Another 2,102 new infections also were confirmed, bringing the total to nearly 12,000 — far higher than the Severe Acute Respiratory Syndrome outbreak of 2002-03.

SARS, which is caused by a pathogen similar to the new coronavirus and also originated in China, killed 774 people worldwide, most of them in China or Hong Kong.

The World Health Organization declared the outbreak a global emergency on Thursday but did not advise international trade or travel restrictions.

It warned yesterday that closing borders was probably ineffective in halting transmission and could accelerate the virus’s spread.

But authorities around the world pressed ahead with preventive measures.

‘Latent racism’

Citing a likely “sharper rise” in infections, Singapore yesterday barred arrivals and transit passengers from mainland China.

Mongolia on Saturday toughened earlier restrictions by implementing a ban on any arrivals from its huge southern neighbour until 2 March.

Impoverished Papua New Guinea went so far as to bar all visitors from “Asian ports” last week.

Thai health officials yesterday said a taxi driver became the kingdom’s first case of human-to-human transmission.

Thailand joins China, Germany, Japan, France and the United States with confirmed domestic infections.

The health crisis has dented China’s international image, putting Chinese nationals in difficult positions abroad, amid complaints of racism.

In one striking example, more than 40,000 workers at a vast Chinese-controlled industrial park in Indonesia – which also employs 5,000 staff from China – were put under quarantine, the facility said yesterday.

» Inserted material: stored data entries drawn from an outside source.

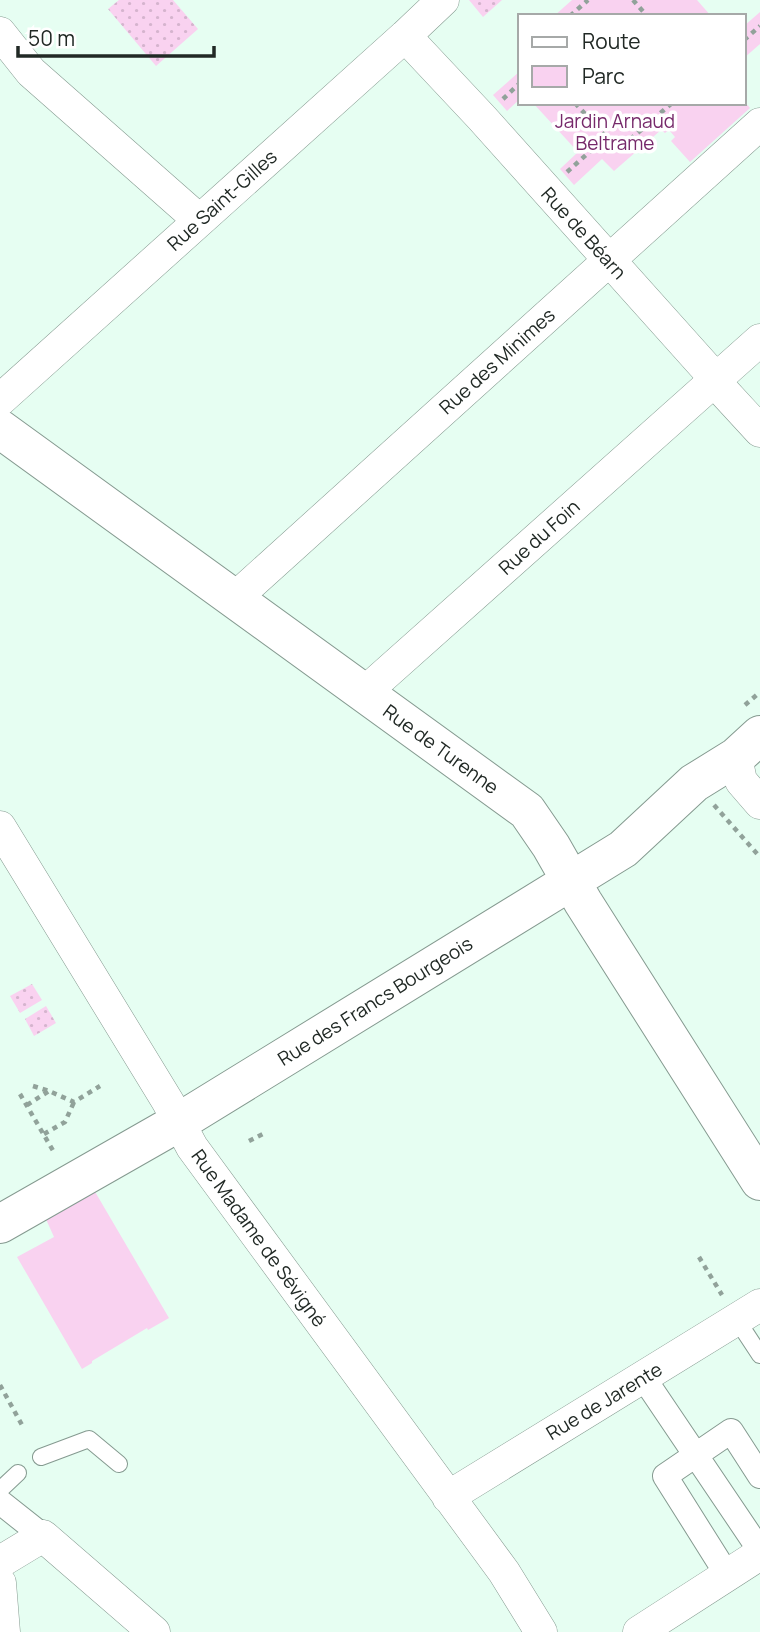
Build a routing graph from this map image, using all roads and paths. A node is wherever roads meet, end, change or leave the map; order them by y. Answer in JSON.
{"nodes":[{"id":1,"x":443,"y":0,"type":"edge"},
{"id":2,"x":588,"y":0,"type":"edge"},
{"id":3,"x":632,"y":0,"type":"edge"},
{"id":4,"x":572,"y":14,"type":"edge"},
{"id":5,"x":645,"y":14,"type":"edge"},
{"id":6,"x":760,"y":26,"type":"edge"},
{"id":7,"x":0,"y":33,"type":"edge"},
{"id":8,"x":405,"y":36,"type":"junction"},
{"id":9,"x":746,"y":38,"type":"edge"},
{"id":10,"x":577,"y":105,"type":"edge"},
{"id":11,"x":670,"y":105,"type":"edge"},
{"id":12,"x":760,"y":124,"type":"edge"},
{"id":13,"x":606,"y":137,"type":"junction"},
{"id":14,"x":547,"y":192,"type":"junction"},
{"id":15,"x":199,"y":220,"type":"junction"},
{"id":16,"x":609,"y":260,"type":"junction"},
{"id":17,"x":760,"y":340,"type":"edge"},
{"id":18,"x":715,"y":381,"type":"junction"},
{"id":19,"x":0,"y":400,"type":"edge"},
{"id":20,"x":0,"y":429,"type":"edge"},
{"id":21,"x":760,"y":431,"type":"edge"},
{"id":22,"x":234,"y":599,"type":"junction"},
{"id":23,"x":364,"y":693,"type":"junction"},
{"id":24,"x":748,"y":746,"type":"edge"},
{"id":25,"x":709,"y":798,"type":"dead end"},
{"id":26,"x":760,"y":803,"type":"edge"},
{"id":27,"x":0,"y":827,"type":"edge"},
{"id":28,"x":760,"y":857,"type":"edge"},
{"id":29,"x":570,"y":880,"type":"junction"},
{"id":30,"x":33,"y":1086,"type":"dead end"},
{"id":31,"x":100,"y":1086,"type":"dead end"},
{"id":32,"x":50,"y":1091,"type":"junction"},
{"id":33,"x":20,"y":1094,"type":"dead end"},
{"id":34,"x":74,"y":1102,"type":"junction"},
{"id":35,"x":27,"y":1105,"type":"junction"},
{"id":36,"x":179,"y":1122,"type":"junction"},
{"id":37,"x":265,"y":1133,"type":"dead end"},
{"id":38,"x":44,"y":1134,"type":"junction"},
{"id":39,"x":249,"y":1141,"type":"dead end"},
{"id":40,"x":55,"y":1154,"type":"dead end"},
{"id":41,"x":760,"y":1181,"type":"edge"},
{"id":42,"x":0,"y":1224,"type":"edge"},
{"id":43,"x":699,"y":1257,"type":"dead end"},
{"id":44,"x":748,"y":1313,"type":"edge"},
{"id":45,"x":760,"y":1355,"type":"edge"},
{"id":46,"x":643,"y":1377,"type":"junction"},
{"id":47,"x":0,"y":1385,"type":"edge"},
{"id":48,"x":22,"y":1425,"type":"dead end"},
{"id":49,"x":690,"y":1447,"type":"junction"},
{"id":50,"x":41,"y":1457,"type":"dead end"},
{"id":51,"x":119,"y":1464,"type":"dead end"},
{"id":52,"x":18,"y":1473,"type":"dead end"},
{"id":53,"x":760,"y":1476,"type":"edge"},
{"id":54,"x":0,"y":1490,"type":"edge"},
{"id":55,"x":448,"y":1497,"type":"junction"},
{"id":56,"x":0,"y":1503,"type":"edge"},
{"id":57,"x":43,"y":1536,"type":"junction"},
{"id":58,"x":757,"y":1548,"type":"edge"},
{"id":59,"x":0,"y":1562,"type":"edge"},
{"id":60,"x":721,"y":1565,"type":"dead end"},
{"id":61,"x":0,"y":1583,"type":"edge"},
{"id":62,"x":4,"y":1632,"type":"edge"},
{"id":63,"x":154,"y":1632,"type":"edge"},
{"id":64,"x":541,"y":1632,"type":"edge"},
{"id":65,"x":639,"y":1632,"type":"edge"}],
"edges":[{"from":1,"to":8,"type":"street","name":"Rue Saint-Gilles"},
{"from":2,"to":4,"type":"path"},
{"from":3,"to":5,"type":"path"},
{"from":6,"to":9,"type":"path"},
{"from":7,"to":15,"type":"street"},
{"from":8,"to":14,"type":"street","name":"Rue de Béarn"},
{"from":8,"to":15,"type":"street","name":"Rue Saint-Gilles"},
{"from":10,"to":13,"type":"path"},
{"from":11,"to":13,"type":"path"},
{"from":12,"to":16,"type":"street","name":"Rue des Minimes"},
{"from":13,"to":14,"type":"path"},
{"from":14,"to":16,"type":"street","name":"Rue de Béarn"},
{"from":15,"to":19,"type":"street","name":"Rue Saint-Gilles"},
{"from":16,"to":18,"type":"street","name":"Rue de Béarn"},
{"from":16,"to":22,"type":"street","name":"Rue des Minimes"},
{"from":17,"to":18,"type":"street","name":"Rue du Foin"},
{"from":18,"to":21,"type":"street","name":"Rue de Béarn"},
{"from":18,"to":23,"type":"street","name":"Rue du Foin"},
{"from":20,"to":22,"type":"street","name":"Rue de Turenne"},
{"from":22,"to":23,"type":"street","name":"Rue de Turenne"},
{"from":23,"to":29,"type":"street","name":"Rue de Turenne"},
{"from":24,"to":26,"type":"street"},
{"from":24,"to":29,"type":"street","name":"Rue des Francs Bourgeois"},
{"from":25,"to":28,"type":"path"},
{"from":27,"to":36,"type":"street","name":"Rue Madame de Sévigné"},
{"from":29,"to":36,"type":"street","name":"Rue des Francs Bourgeois"},
{"from":29,"to":41,"type":"street","name":"Rue de Turenne"},
{"from":30,"to":32,"type":"path"},
{"from":31,"to":34,"type":"path"},
{"from":32,"to":34,"type":"path"},
{"from":32,"to":35,"type":"path"},
{"from":33,"to":35,"type":"path"},
{"from":34,"to":38,"type":"path"},
{"from":35,"to":38,"type":"path"},
{"from":36,"to":42,"type":"street","name":"Rue des Francs Bourgeois"},
{"from":36,"to":55,"type":"street","name":"Rue Madame de Sévigné"},
{"from":37,"to":39,"type":"path"},
{"from":38,"to":40,"type":"path"},
{"from":43,"to":44,"type":"path"},
{"from":44,"to":45,"type":"lane"},
{"from":44,"to":46,"type":"street","name":"Rue de Jarente"},
{"from":46,"to":49,"type":"street"},
{"from":46,"to":55,"type":"street","name":"Rue de Jarente"},
{"from":47,"to":48,"type":"path"},
{"from":49,"to":53,"type":"street"},
{"from":49,"to":58,"type":"street"},
{"from":49,"to":60,"type":"street"},
{"from":50,"to":51,"type":"lane"},
{"from":52,"to":54,"type":"lane"},
{"from":55,"to":64,"type":"street","name":"Rue Madame de Sévigné"},
{"from":56,"to":57,"type":"street"},
{"from":57,"to":59,"type":"street"},
{"from":57,"to":63,"type":"street"},
{"from":58,"to":65,"type":"street"},
{"from":61,"to":62,"type":"street"}]}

On the same day, China flew overseas Hubei residents back to the centre of the outbreak in Wuhan on chartered planes from Thailand and Malaysia, citing “practical difficulties” the passengers had encountered overseas.

World markets tumbled again yesterday due to the uncertainty hovering over the world’s second-largest economy, a key driver of global growth.

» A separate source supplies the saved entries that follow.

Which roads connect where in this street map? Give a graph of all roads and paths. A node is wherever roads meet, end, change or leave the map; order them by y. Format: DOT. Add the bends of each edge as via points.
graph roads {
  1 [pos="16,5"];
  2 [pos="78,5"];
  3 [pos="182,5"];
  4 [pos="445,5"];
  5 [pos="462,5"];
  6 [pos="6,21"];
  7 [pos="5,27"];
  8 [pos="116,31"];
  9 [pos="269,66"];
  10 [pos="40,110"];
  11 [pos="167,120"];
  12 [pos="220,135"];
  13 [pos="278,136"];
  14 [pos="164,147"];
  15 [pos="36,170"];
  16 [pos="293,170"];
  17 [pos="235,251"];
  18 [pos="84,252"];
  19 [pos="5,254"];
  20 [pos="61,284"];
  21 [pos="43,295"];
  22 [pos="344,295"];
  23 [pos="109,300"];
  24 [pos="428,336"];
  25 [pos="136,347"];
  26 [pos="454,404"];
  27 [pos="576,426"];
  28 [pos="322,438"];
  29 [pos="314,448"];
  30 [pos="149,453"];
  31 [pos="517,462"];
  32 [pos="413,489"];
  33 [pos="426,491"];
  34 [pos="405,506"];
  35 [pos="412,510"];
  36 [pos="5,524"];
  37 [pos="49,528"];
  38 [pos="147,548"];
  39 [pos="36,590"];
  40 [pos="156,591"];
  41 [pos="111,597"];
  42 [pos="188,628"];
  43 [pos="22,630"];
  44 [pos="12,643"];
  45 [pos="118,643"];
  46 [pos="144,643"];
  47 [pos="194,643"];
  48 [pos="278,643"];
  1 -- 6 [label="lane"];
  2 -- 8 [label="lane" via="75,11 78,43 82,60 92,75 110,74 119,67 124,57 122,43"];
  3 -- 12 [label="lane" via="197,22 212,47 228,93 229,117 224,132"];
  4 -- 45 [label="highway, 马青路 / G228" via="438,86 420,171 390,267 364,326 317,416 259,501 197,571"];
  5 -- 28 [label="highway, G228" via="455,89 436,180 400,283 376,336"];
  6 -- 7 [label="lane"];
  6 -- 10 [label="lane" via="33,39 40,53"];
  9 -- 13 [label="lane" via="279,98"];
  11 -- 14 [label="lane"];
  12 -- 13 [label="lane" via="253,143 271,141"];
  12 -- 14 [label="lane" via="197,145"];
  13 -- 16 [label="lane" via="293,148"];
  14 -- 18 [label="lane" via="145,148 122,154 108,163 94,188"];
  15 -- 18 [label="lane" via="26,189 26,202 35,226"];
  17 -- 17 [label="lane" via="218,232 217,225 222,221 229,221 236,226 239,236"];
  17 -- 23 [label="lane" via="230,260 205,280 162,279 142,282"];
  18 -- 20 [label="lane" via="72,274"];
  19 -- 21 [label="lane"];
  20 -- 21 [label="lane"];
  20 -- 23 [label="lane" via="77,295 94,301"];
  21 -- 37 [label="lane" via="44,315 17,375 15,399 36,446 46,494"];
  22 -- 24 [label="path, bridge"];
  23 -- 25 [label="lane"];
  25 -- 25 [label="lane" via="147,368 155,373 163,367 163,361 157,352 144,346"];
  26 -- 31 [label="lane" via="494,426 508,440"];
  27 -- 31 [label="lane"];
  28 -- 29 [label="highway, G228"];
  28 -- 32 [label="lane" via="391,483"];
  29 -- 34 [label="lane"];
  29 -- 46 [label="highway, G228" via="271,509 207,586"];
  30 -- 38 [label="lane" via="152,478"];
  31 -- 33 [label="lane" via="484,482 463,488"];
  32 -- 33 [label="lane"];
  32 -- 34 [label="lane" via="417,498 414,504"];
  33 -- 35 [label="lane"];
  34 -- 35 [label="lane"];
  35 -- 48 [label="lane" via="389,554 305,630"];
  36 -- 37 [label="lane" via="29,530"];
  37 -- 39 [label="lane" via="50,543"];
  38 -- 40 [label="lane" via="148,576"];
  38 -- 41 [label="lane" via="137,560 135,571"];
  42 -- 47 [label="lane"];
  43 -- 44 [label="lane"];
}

Growing numbers of major airlines have suspended or reduced China flights, while corporate names from Toyota to McDonald’s and Starbucks have shut Chinese stores or production lines.

Countries have scrambled to evacuate their nationals from Wuhan, with hundreds of US, Japanese, British, French, South Korean, Indian and Mongolian citizens evacuated so far, and more countries planning airlifts.

Russia said it would evacuate more than 2,500 of its citizens holidaying on China’s Hainan island, far from the epicentre.